The Delhi High Court in the case of Arjan Dass Gupta & Bros. (supra) has held as under : Held, (i) that the sales made by the dealer were first sales by an importer after the goods were imported in Delhi and the words "at the point of sale by the importer.... after import in the said territory" occurring in the notification dated 18th January, 1963, clearly suggested that the physical presence of the goods in the Union Territory of Delhi at the time of the sale was the decisive consideration in the matter of tax liability. Explanation 1 to Section 3(b) of the Central Act did not permit a purchaser from the dealer to "expand the movement" of goods beyond the time of the physical landing of the goods in the Union Territory of Delhi. Therefore, where the documents of title were transferred after coal had landed in Delhi all sales thereafter were intra-State within Delhi. Accordingly, the first sale by the importer-dealer was an intra-State sale within Delhi liable to sales tax under Section 2(g) of the Bengal Finance (Sales Tax) Act, 1941, as extended to Union Territory of Delhi.". 7. It would be also relevant to reproduce the two circulars issued by the Commissioner, Commercial taxes Department, lying down the guidelines about constructive delivery of goods relying upon the aforesaid decision of the Delhi High Court. The first circular in this regard was issued by the Commissioner on 16.9.1997 (S.No. 1115B) which is reproduced hereunder: S.No. 1115B : CCT Circular F.11(3)/CST/Tax/CCT/97/1563 dated 16.9.1997 As you are aware of the fact that to avoid multiple taxation of goods sold by transfer of documents of title to the goods in their single movement from one State to another, provisions for exemption of such transaction are embodied in Section 6(2), CST Act, 1956. It appears that application of this provision has been made more or less mechanical by the assessing authorities in as much as on furnishing form E-I/E-II and C forms without looking into the material facts regarding single inter-State movement of such goods, benefits are conferred to such dealers. If the movement of the goods from one State to another terminates, the subsequent sales will be treated as intra-State sales and benefit of the above sub-section (2) of Section 6 will not be available in such cases.

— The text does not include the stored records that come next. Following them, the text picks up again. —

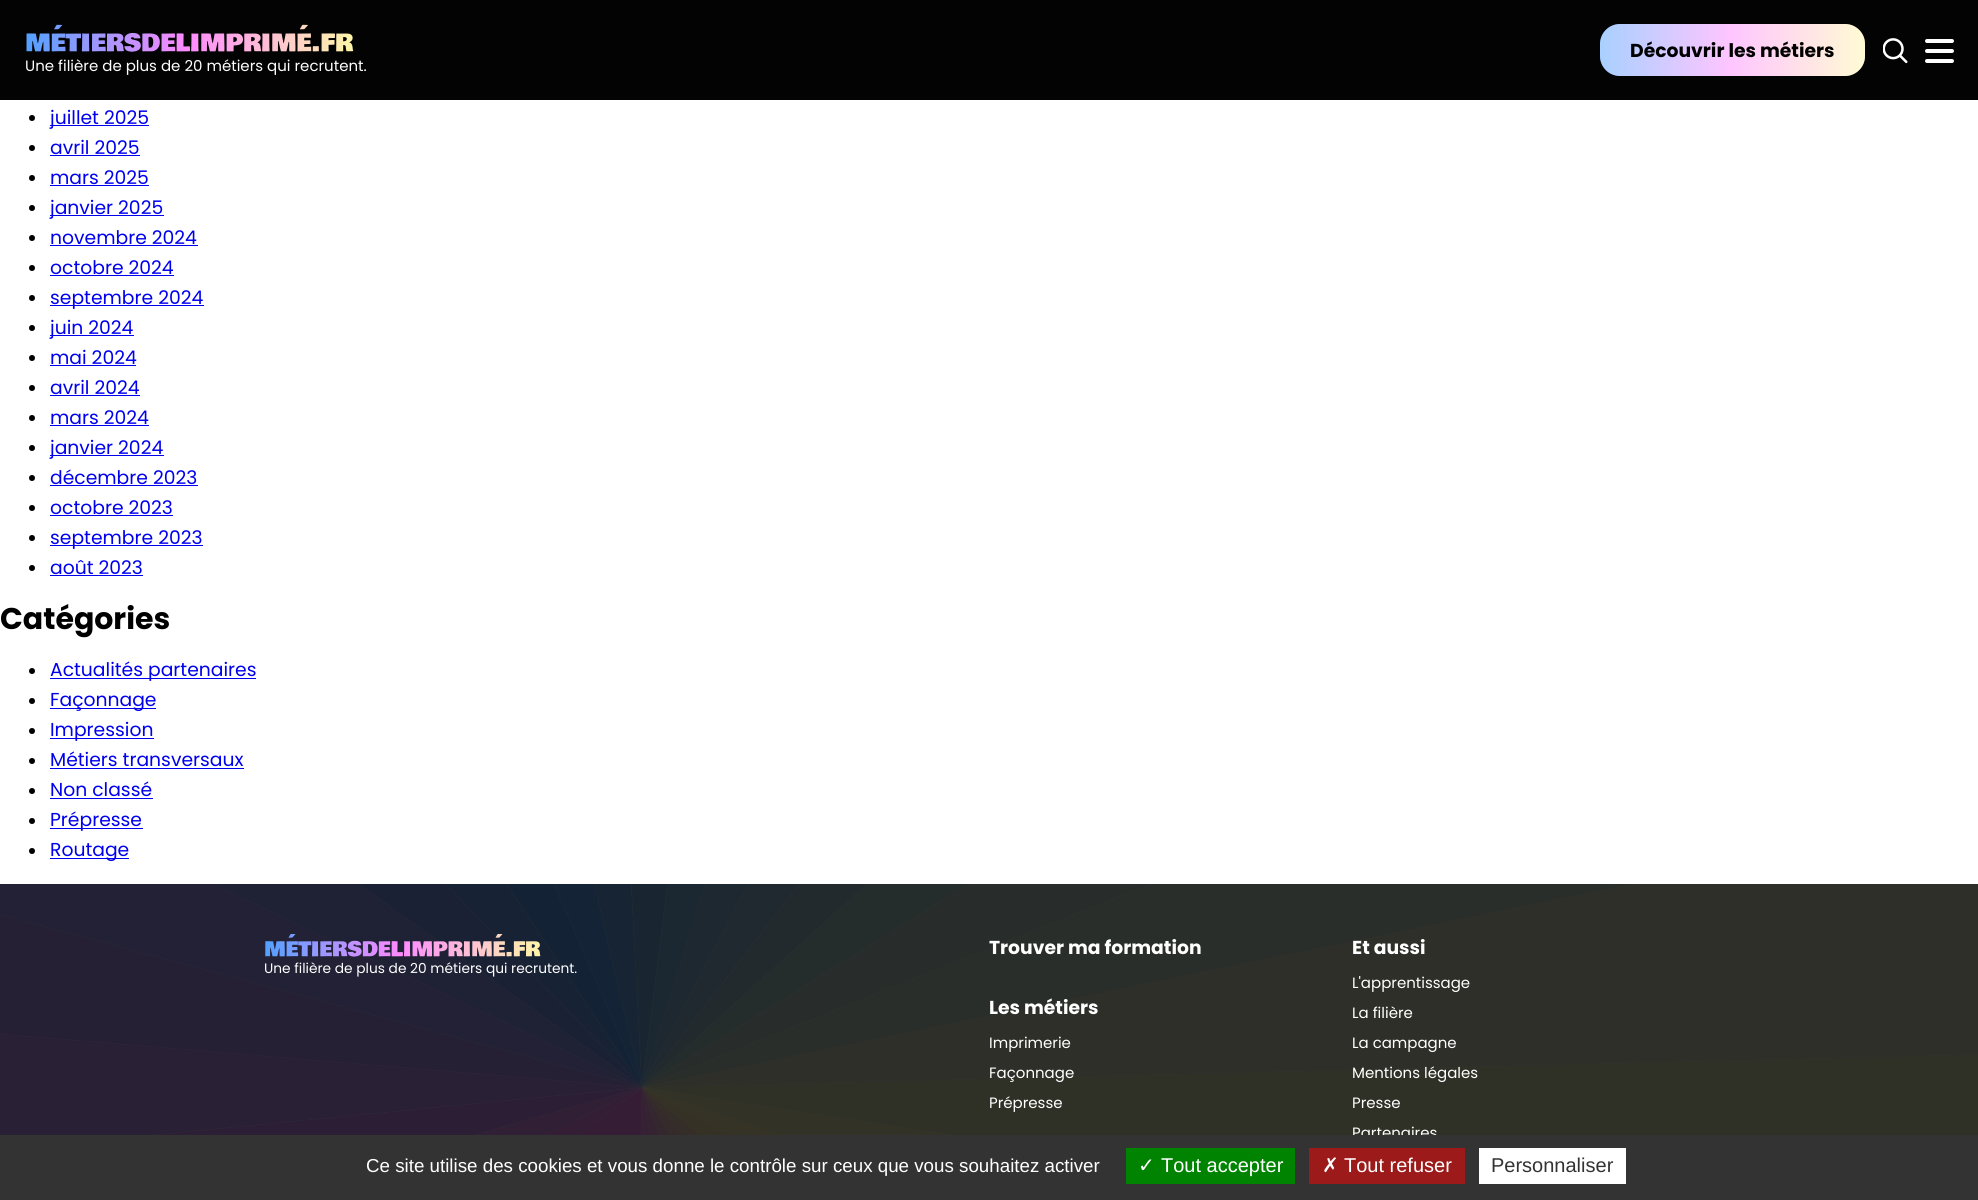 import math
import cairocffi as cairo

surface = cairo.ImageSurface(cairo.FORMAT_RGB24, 1978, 1200)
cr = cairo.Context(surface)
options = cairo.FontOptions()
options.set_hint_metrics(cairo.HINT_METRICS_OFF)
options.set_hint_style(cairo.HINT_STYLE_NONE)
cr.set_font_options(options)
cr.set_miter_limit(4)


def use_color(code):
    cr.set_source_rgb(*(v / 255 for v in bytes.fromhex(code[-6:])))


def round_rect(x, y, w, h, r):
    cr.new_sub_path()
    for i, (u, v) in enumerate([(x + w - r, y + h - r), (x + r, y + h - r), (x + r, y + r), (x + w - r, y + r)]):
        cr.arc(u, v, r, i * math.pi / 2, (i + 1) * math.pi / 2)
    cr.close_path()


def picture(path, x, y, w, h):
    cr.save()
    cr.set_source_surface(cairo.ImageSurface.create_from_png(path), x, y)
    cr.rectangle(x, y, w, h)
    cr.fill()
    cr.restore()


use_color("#ffffff")
cr.paint()
use_color("#353535")
cr.rectangle(0, 884, 1978, 251)
cr.fill()
use_color("#030303")
cr.rectangle(0, 0, 1978, 100)
cr.fill()
cr.select_font_face("Bowlby One")
cr.set_font_size(23.75)
gradient = cairo.LinearGradient(25, 43, 353, 43)
gradient.add_color_stop_rgba(0, 0.318, 0.631, 1, 1)
gradient.add_color_stop_rgba(0.49, 0.992, 0.541, 1, 1)
gradient.add_color_stop_rgba(1, 1, 0.965, 0.659, 1)
cr.set_source(gradient)
cr.move_to(25, 51)
cr.show_text("MÉTIERSDELIMPRIMÉ.FR")
cr.select_font_face("Poppins")
cr.set_font_size(15)
use_color("#ffffff")
cr.move_to(25, 71)
cr.show_text("Une filière de plus de 20 métiers qui recrutent.")
gradient = cairo.LinearGradient(1600, 50, 1865, 50)
gradient.add_color_stop_rgba(0, 0.318, 0.631, 1, 1)
gradient.add_color_stop_rgba(0.49, 0.992, 0.541, 1, 1)
gradient.add_color_stop_rgba(1, 1, 0.965, 0.659, 1)
cr.set_source(gradient)
round_rect(1600, 24, 265, 52, 20)
cr.fill()
cr.set_source_rgba(1, 1, 1, 0.5)
round_rect(1600, 24, 265, 52, 20)
cr.fill()
cr.select_font_face("Poppins", cairo.FONT_SLANT_NORMAL, cairo.FONT_WEIGHT_BOLD)
cr.set_font_size(18.75)
use_color("#000000")
cr.move_to(1630, 57)
cr.show_text("Découvrir les métiers")
picture("img1.png", 1883, 38, 25, 26)
use_color("#ffffff")
round_rect(1925, 39, 29, 4, 2)
cr.fill()
round_rect(1925, 49, 29, 4, 2)
cr.fill()
round_rect(1925, 59, 29, 4, 2)
cr.fill()
use_color("#000000")
cr.arc(32, 118, 3, 0, 2 * math.pi)
cr.fill()
use_color("#0000ee")
cr.rectangle(50, 125, 99, 1)
cr.fill()
cr.select_font_face("Poppins")
cr.move_to(50, 124)
cr.show_text("juillet 2025")
use_color("#000000")
cr.new_path()
cr.arc(32, 148, 3, 0, 2 * math.pi)
cr.fill()
use_color("#0000ee")
cr.move_to(50, 154)
cr.show_text("avril 2025")
cr.rectangle(50, 155, 90, 1)
cr.fill()
use_color("#000000")
cr.arc(32, 178, 3, 0, 2 * math.pi)
cr.fill()
use_color("#0000ee")
cr.move_to(50, 184)
cr.show_text("mars 2025")
cr.rectangle(50, 185, 99, 1)
cr.fill()
use_color("#000000")
cr.arc(32, 208, 3, 0, 2 * math.pi)
cr.fill()
use_color("#0000ee")
cr.rectangle(50, 215, 114, 1)
cr.fill()
cr.move_to(50, 214)
cr.show_text("janvier 2025")
use_color("#000000")
cr.new_path()
cr.arc(32, 238, 3, 0, 2 * math.pi)
cr.fill()
use_color("#0000ee")
cr.move_to(50, 244)
cr.show_text("novembre 2024")
cr.rectangle(50, 245, 148, 1)
cr.fill()
use_color("#000000")
cr.arc(32, 268, 3, 0, 2 * math.pi)
cr.fill()
use_color("#0000ee")
cr.move_to(50, 274)
cr.show_text("octobre 2024")
cr.rectangle(50, 275, 124, 1)
cr.fill()
use_color("#000000")
cr.arc(32, 298, 3, 0, 2 * math.pi)
cr.fill()
use_color("#0000ee")
cr.rectangle(50, 305, 154, 1)
cr.fill()
cr.move_to(50, 304)
cr.show_text("septembre 2024")
use_color("#000000")
cr.new_path()
cr.arc(32, 328, 3, 0, 2 * math.pi)
cr.fill()
use_color("#0000ee")
cr.rectangle(50, 335, 84, 1)
cr.fill()
cr.move_to(50, 334)
cr.show_text("juin 2024")
use_color("#000000")
cr.new_path()
cr.arc(32, 358, 3, 0, 2 * math.pi)
cr.fill()
use_color("#0000ee")
cr.move_to(50, 364)
cr.show_text("mai 2024")
cr.rectangle(50, 365, 86, 1)
cr.fill()
use_color("#000000")
cr.arc(32, 388, 3, 0, 2 * math.pi)
cr.fill()
use_color("#0000ee")
cr.move_to(50, 394)
cr.show_text("avril 2024")
cr.rectangle(50, 395, 90, 1)
cr.fill()
use_color("#000000")
cr.arc(32, 418, 3, 0, 2 * math.pi)
cr.fill()
use_color("#0000ee")
cr.move_to(50, 424)
cr.show_text("mars 2024")
cr.rectangle(50, 425, 99, 1)
cr.fill()
use_color("#000000")
cr.arc(32, 448, 3, 0, 2 * math.pi)
cr.fill()
use_color("#0000ee")
cr.rectangle(50, 455, 114, 1)
cr.fill()
cr.move_to(50, 454)
cr.show_text("janvier 2024")
use_color("#000000")
cr.new_path()
cr.arc(32, 478, 3, 0, 2 * math.pi)
cr.fill()
use_color("#0000ee")
cr.move_to(50, 484)
cr.show_text("décembre 2023")
cr.rectangle(50, 485, 148, 1)
cr.fill()
use_color("#000000")
cr.arc(32, 508, 3, 0, 2 * math.pi)
cr.fill()
use_color("#0000ee")
cr.move_to(50, 514)
cr.show_text("octobre 2023")
cr.rectangle(50, 515, 123, 1)
cr.fill()
use_color("#000000")
cr.arc(32, 538, 3, 0, 2 * math.pi)
cr.fill()
use_color("#0000ee")
cr.rectangle(50, 545, 153, 1)
cr.fill()
cr.move_to(50, 544)
cr.show_text("septembre 2023")
use_color("#000000")
cr.new_path()
cr.arc(32, 568, 3, 0, 2 * math.pi)
cr.fill()
use_color("#0000ee")
cr.move_to(50, 574)
cr.show_text("août 2023")
cr.rectangle(50, 575, 93, 1)
cr.fill()
cr.select_font_face("Poppins", cairo.FONT_SLANT_NORMAL, cairo.FONT_WEIGHT_BOLD)
cr.set_font_size(30)
use_color("#000000")
cr.move_to(0, 629)
cr.show_text("Catégories")
cr.new_path()
cr.arc(32, 671, 3, 0, 2 * math.pi)
cr.fill()
use_color("#0000ee")
cr.rectangle(50, 678, 206, 1)
cr.fill()
cr.select_font_face("Poppins")
cr.set_font_size(18.75)
cr.move_to(50, 676)
cr.show_text("Actualités partenaires")
use_color("#000000")
cr.new_path()
cr.arc(32, 701, 3, 0, 2 * math.pi)
cr.fill()
use_color("#0000ee")
cr.rectangle(50, 708, 106, 1)
cr.fill()
cr.move_to(50, 706)
cr.show_text("Façonnage")
use_color("#000000")
cr.new_path()
cr.arc(32, 731, 3, 0, 2 * math.pi)
cr.fill()
use_color("#0000ee")
cr.rectangle(50, 738, 104, 1)
cr.fill()
cr.move_to(50, 736)
cr.show_text("Impression")
use_color("#000000")
cr.new_path()
cr.arc(32, 761, 3, 0, 2 * math.pi)
cr.fill()
use_color("#0000ee")
cr.move_to(50, 766)
cr.show_text("Métiers transversaux")
cr.rectangle(50, 768, 194, 1)
cr.fill()
use_color("#000000")
cr.arc(32, 791, 3, 0, 2 * math.pi)
cr.fill()
use_color("#0000ee")
cr.move_to(50, 796)
cr.show_text("Non classé")
cr.rectangle(50, 798, 103, 1)
cr.fill()
use_color("#000000")
cr.arc(32, 821, 3, 0, 2 * math.pi)
cr.fill()
use_color("#0000ee")
cr.rectangle(50, 828, 93, 1)
cr.fill()
cr.move_to(50, 826)
cr.show_text("Prépresse")
use_color("#000000")
cr.new_path()
cr.arc(32, 851, 3, 0, 2 * math.pi)
cr.fill()
use_color("#0000ee")
cr.rectangle(50, 858, 79, 1)
cr.fill()
cr.move_to(50, 856)
cr.show_text("Routage")
picture("img2.png", 0, 884, 1978, 251)
cr.select_font_face("Bowlby One")
cr.set_font_size(20)
gradient = cairo.LinearGradient(264, 949, 541, 949)
gradient.add_color_stop_rgba(0, 0.318, 0.631, 1, 1)
gradient.add_color_stop_rgba(0.49, 0.992, 0.541, 1, 1)
gradient.add_color_stop_rgba(1, 1, 0.965, 0.659, 1)
cr.set_source(gradient)
cr.move_to(264, 956)
cr.show_text("MÉTIERSDELIMPRIMÉ.FR")
cr.select_font_face("Poppins")
cr.set_font_size(13.75)
use_color("#ffffff")
cr.move_to(264, 973)
cr.show_text("Une filière de plus de 20 métiers qui recrutent.")
cr.select_font_face("Poppins", cairo.FONT_SLANT_NORMAL, cairo.FONT_WEIGHT_BOLD)
cr.set_font_size(18.75)
cr.move_to(989, 954)
cr.show_text("Trouver ma formation")
cr.move_to(989, 1014)
cr.show_text("Les métiers")
cr.select_font_face("Poppins")
cr.set_font_size(15)
cr.move_to(989, 1048)
cr.show_text("Imprimerie")
cr.move_to(989, 1078)
cr.show_text("Façonnage")
cr.move_to(989, 1108)
cr.show_text("Prépresse")
cr.select_font_face("Poppins", cairo.FONT_SLANT_NORMAL, cairo.FONT_WEIGHT_BOLD)
cr.set_font_size(18.75)
cr.move_to(1352, 954)
cr.show_text("Et aussi")
cr.select_font_face("Poppins")
cr.set_font_size(15)
cr.move_to(1352, 988)
cr.show_text("L'apprentissage")
cr.move_to(1352, 1018)
cr.show_text("La filière")
cr.move_to(1352, 1048)
cr.show_text("La campagne")
cr.move_to(1352, 1078)
cr.show_text("Mentions légales")
cr.move_to(1352, 1108)
cr.show_text("Presse")
cr.move_to(1352, 1138)
cr.show_text("Partenaires")
use_color("#333333")
cr.rectangle(0, 1135, 1978, 65)
cr.fill()
cr.select_font_face("Liberation Sans")
cr.set_font_size(18.75)
use_color("#ffffff")
cr.move_to(366, 1172)
cr.show_text("Ce site utilise des cookies et vous donne le contrôle sur ceux que vous souhaitez activer")
use_color("#008300")
cr.rectangle(1126, 1148, 169, 36)
cr.fill()
cr.select_font_face("DejaVu Sans")
cr.set_font_size(20)
use_color("#ffffff")
cr.move_to(1138, 1172)
cr.show_text("✓")
cr.select_font_face("Liberation Sans")
cr.move_to(1161, 1172)
cr.show_text("Tout accepter")
use_color("#9c1a1a")
cr.rectangle(1309, 1148, 156, 36)
cr.fill()
cr.select_font_face("DejaVu Sans")
use_color("#ffffff")
cr.move_to(1322, 1172)
cr.show_text("✗")
cr.select_font_face("Liberation Sans")
cr.move_to(1344, 1172)
cr.show_text("Tout refuser")
cr.rectangle(1479, 1148, 147, 36)
cr.fill()
use_color("#333333")
cr.move_to(1491, 1172)
cr.show_text("Personnaliser")
surface.write_to_png("result.png")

If the movement of the goods from one State to another terminates, the subsequent sales will be treated as intra-State sales and benefit of the above sub-section (2) of Section 6 will not be available in such cases. It is found that trade is often claiming large exemptions under this provision, particularly in respect of paper, dyes and chemicals, etc. It is, therefore, directed that all the assessing authorities, should specifically examine the nature of transactions before granting benefit under the said section. It may be argued that in view of the Explanation I to Section 3 of the CST Act, 1956, inter-State movement of goods continues until the consignee obtains physical delivery of goods from the carrier, after arrival of these goods at the destination. This argument is based on the incorrect notion that "delivery" in the Explanation means only "physical delivery". This argument can be countered on the basis of the well settled proposition of "constructive delivery". The material fact to be looked into by the assessing authorities while granting benefit of Section 6(2) of the CST Act, relate to the termination of the movement of goods in the inter-State transactions. If after arrival of the goods at the destination, the consignee asks the transporter expressly or impliedly, to retain the goods at his godown until further directions, then the carrier ceases to hold the goods as transporter, and in the eyes of law, the goods are as much in possession of the consignee as if he had taken them into his own godown. As per the settled legal concept this sequence of events tantamounts to constructive delivery of the goods by transporter to the consignee and transit ends. Any sale by the consignee thereafter will be local sale and benefit of Section 6(2) will not be available. The transporters, whether Railways or Roadways, impose condition of delivery of goods transported through them at the destination usually within ten days and the consignee is required to check up with such transporting agency as to the arrival of the goods. In these circumstances, if the carrier retains the goods for an extended period, then there is a clear inference that the consignee was aware of the arrival of his goods and the transporter is holding the goods on his behalf as a bailee for the consignee.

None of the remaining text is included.